Given data ::
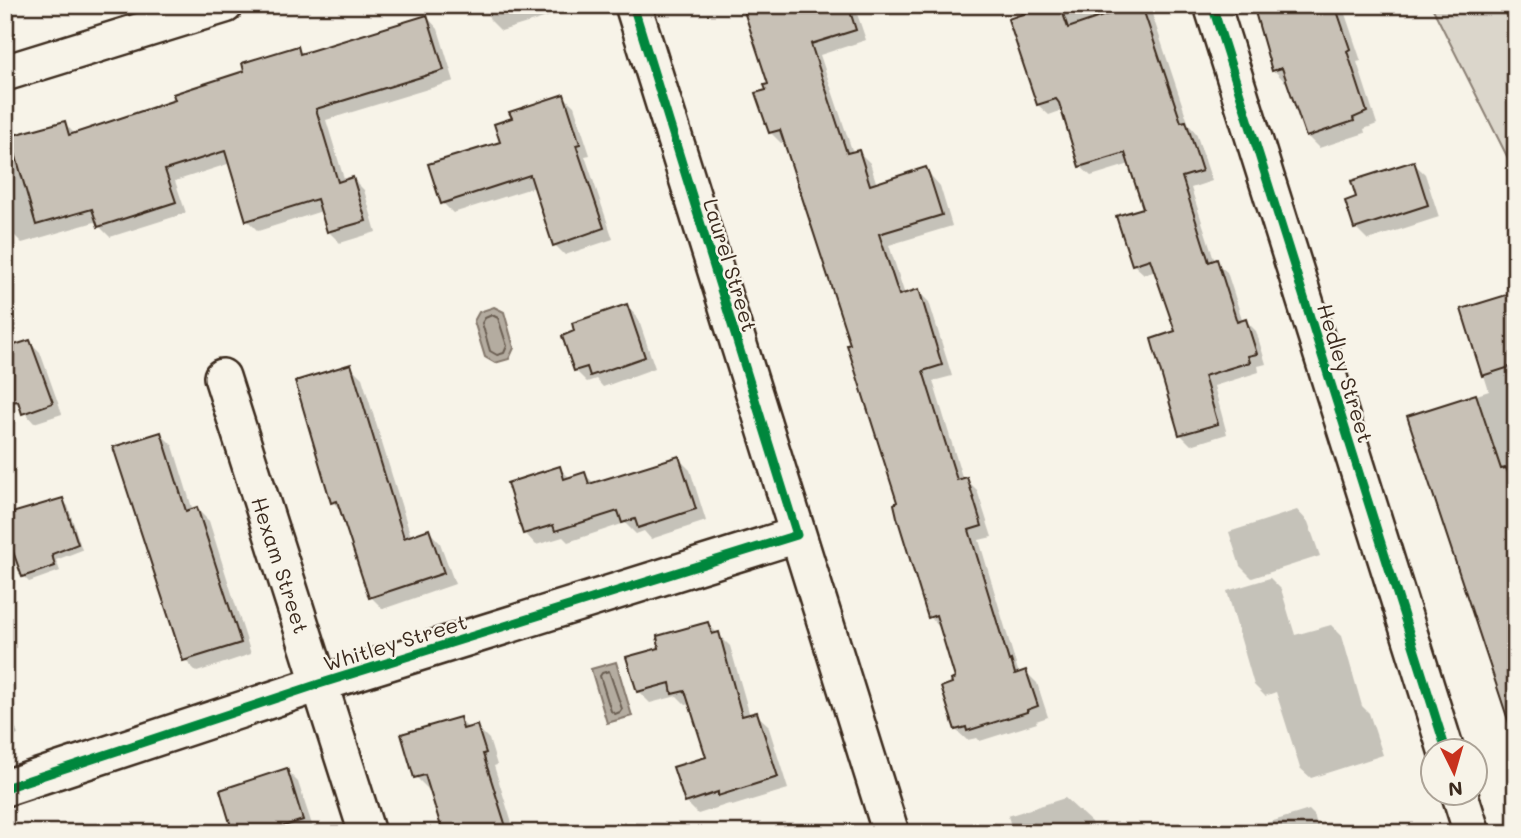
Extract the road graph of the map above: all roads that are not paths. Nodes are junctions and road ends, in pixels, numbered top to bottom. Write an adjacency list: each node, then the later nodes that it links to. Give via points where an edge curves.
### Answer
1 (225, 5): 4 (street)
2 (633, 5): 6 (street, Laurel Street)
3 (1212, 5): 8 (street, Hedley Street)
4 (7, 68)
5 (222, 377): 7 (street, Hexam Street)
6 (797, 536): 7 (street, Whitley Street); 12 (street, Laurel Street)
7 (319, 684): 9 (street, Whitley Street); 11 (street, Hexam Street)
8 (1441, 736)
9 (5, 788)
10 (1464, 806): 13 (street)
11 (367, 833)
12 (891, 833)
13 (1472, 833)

...

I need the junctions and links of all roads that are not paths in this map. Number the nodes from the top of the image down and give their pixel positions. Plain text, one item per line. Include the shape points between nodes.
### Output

Goal of the exercise ::
From the entries, copy every line in which the string "roads" can be found.

Answer to this task ::
Extract the road graph of the map above: all roads that are not paths. Nodes are junctions and road ends, in pixels, numbered top to bottom. Write an adjacency list: each node, then the later nodes that it links to. Give via points where an edge curves.
I need the junctions and links of all roads that are not paths in this map. Number the nodes from the top of the image down and give their pixel positions. Plain text, one item per line. Include the shape points between nodes.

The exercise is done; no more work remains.